Ребята встали и извинились перед Галиной Васильевной. Не встал и не извинился лишь Борисок.

— Садитесь, ребята, — сказал Николай Сергеевич. — Надо помнить, где чем можно заниматься. А ты, Борис, встань. Нам надо с тобой побеседовать отдельно.

Николай Сергеевич увёл Бориска в свой кабинет на беседу.

А через два дня в школу приехал из роно инспектор разбирать дело по жалобе матери Бориска, Веры Семёновны, о плохом обращении с её сыном в школе. Мальчик сделал добро для друзей, а его за это выгнали с урока и несправедливо обвинили в нарушении дисциплины.

Борисок в тот день ходил героем.

Илье не терпелось рассказать ребятам, что Аньки Князевой отец организует кружок дояров, но боялся, что об этом узнает Борисок, не даст насмешками проходу, отобьёт у ребят охоту заниматься в кружке и Фёдор Михайлович перестанет впредь доверять тайны. Но на первом же уроке Илья получил по немецкому двойку и обо всём забыл. Двойку по немецкому! На прошлом уроке он не слушал объяснение — из головы не выходило намерение отца продать корову. Дома не открывал учебник.

Бывало так: когда Илья Лапшин назубок знал уроки, его по неделе и дольше не вызывали к доске. Теперь же все учителя словно сговорились: первым отвечать Лапшину. В журнал вкатились, словно на новеньких великах, ещё две двойки, а когда на четвёртом уроке он с места отказался от ответа, его «потащили» к директору.

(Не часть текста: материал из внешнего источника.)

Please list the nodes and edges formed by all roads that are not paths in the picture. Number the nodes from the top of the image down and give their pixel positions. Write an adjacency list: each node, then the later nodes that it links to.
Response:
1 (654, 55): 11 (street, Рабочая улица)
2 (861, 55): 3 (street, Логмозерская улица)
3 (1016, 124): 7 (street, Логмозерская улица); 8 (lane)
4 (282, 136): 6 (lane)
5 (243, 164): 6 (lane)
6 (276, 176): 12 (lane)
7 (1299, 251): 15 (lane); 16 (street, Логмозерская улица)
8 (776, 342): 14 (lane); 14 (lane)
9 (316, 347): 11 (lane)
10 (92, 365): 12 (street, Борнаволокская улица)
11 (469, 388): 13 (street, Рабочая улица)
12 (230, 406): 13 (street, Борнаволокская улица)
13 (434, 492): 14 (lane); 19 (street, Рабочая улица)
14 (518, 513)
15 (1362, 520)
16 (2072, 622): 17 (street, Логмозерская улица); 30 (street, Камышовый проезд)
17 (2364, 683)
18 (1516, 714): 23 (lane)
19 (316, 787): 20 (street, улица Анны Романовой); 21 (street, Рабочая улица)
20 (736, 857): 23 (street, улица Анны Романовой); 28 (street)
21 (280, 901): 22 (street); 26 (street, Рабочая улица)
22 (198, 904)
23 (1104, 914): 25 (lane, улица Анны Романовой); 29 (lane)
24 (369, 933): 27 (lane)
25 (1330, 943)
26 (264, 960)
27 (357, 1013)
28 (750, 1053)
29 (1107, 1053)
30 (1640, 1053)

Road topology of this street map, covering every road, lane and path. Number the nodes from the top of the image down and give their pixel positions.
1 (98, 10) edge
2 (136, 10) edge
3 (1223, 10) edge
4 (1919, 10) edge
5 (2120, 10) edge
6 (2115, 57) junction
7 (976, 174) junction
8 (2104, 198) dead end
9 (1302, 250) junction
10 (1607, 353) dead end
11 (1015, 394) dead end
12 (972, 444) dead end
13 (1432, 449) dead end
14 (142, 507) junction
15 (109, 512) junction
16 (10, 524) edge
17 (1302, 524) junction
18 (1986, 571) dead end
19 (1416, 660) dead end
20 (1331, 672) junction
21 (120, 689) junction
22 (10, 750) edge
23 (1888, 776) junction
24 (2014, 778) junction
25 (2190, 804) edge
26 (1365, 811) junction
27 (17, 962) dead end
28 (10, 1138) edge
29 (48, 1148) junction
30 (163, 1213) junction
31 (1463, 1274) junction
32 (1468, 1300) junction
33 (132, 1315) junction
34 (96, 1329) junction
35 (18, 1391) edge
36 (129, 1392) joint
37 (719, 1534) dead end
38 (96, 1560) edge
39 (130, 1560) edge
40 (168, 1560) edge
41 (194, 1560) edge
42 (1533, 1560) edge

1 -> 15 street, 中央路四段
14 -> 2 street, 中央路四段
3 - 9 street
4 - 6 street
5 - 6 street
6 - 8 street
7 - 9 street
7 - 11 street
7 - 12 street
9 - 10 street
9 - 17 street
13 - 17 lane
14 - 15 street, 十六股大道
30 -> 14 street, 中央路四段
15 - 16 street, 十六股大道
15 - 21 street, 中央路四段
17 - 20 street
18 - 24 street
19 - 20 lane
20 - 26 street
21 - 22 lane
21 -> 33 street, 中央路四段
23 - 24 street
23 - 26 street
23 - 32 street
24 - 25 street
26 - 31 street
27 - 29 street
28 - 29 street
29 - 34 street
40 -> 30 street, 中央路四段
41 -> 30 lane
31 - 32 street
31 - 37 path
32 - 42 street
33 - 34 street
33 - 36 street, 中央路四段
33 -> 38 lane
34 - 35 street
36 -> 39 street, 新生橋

У Николая Сергеевича была особая привычка разговаривать с учениками. Он сажал провинившегося на своё директорское место, за стол, ходил по кабинету и вёл разговор. Илья тоже занял директорское кресло. Он отказывался садиться, но Николай Сергеевич вежливо за плечо подвёл его и заставил сесть.

— Ты, Лапшин, главное, не стесняйся, — сказал он. — Я с отвращением вспоминаю, когда мне приходилось стоя, как кол в классном журнале, торчать провинившимся перед старшим. Тем более сидя, как ты знаешь, я никогда не разговариваю с людьми, с достойными, разумеется.

— Я не стесняюсь, Николай Сергеевич, — ответил Илюшка, выползая из глубины кресла на самый краешек.

Николай Сергеевич остановился перед окном и засмотрелся на улицу. Илюшке захотелось тоже посмотреть, что там интересного. Но сейчас не встанешь, хотя и сидишь, как большой, за директорским столом, не подойдёшь к окну полюбоваться улицей.

— Герой наш, товарищ Князев, пожаловал, — сказал Николай Сергеевич. — Неугомонный человек, не правда ли?

— Правда, — ответил Илья, стыдясь разговаривать о Князеве после злополучных двоек.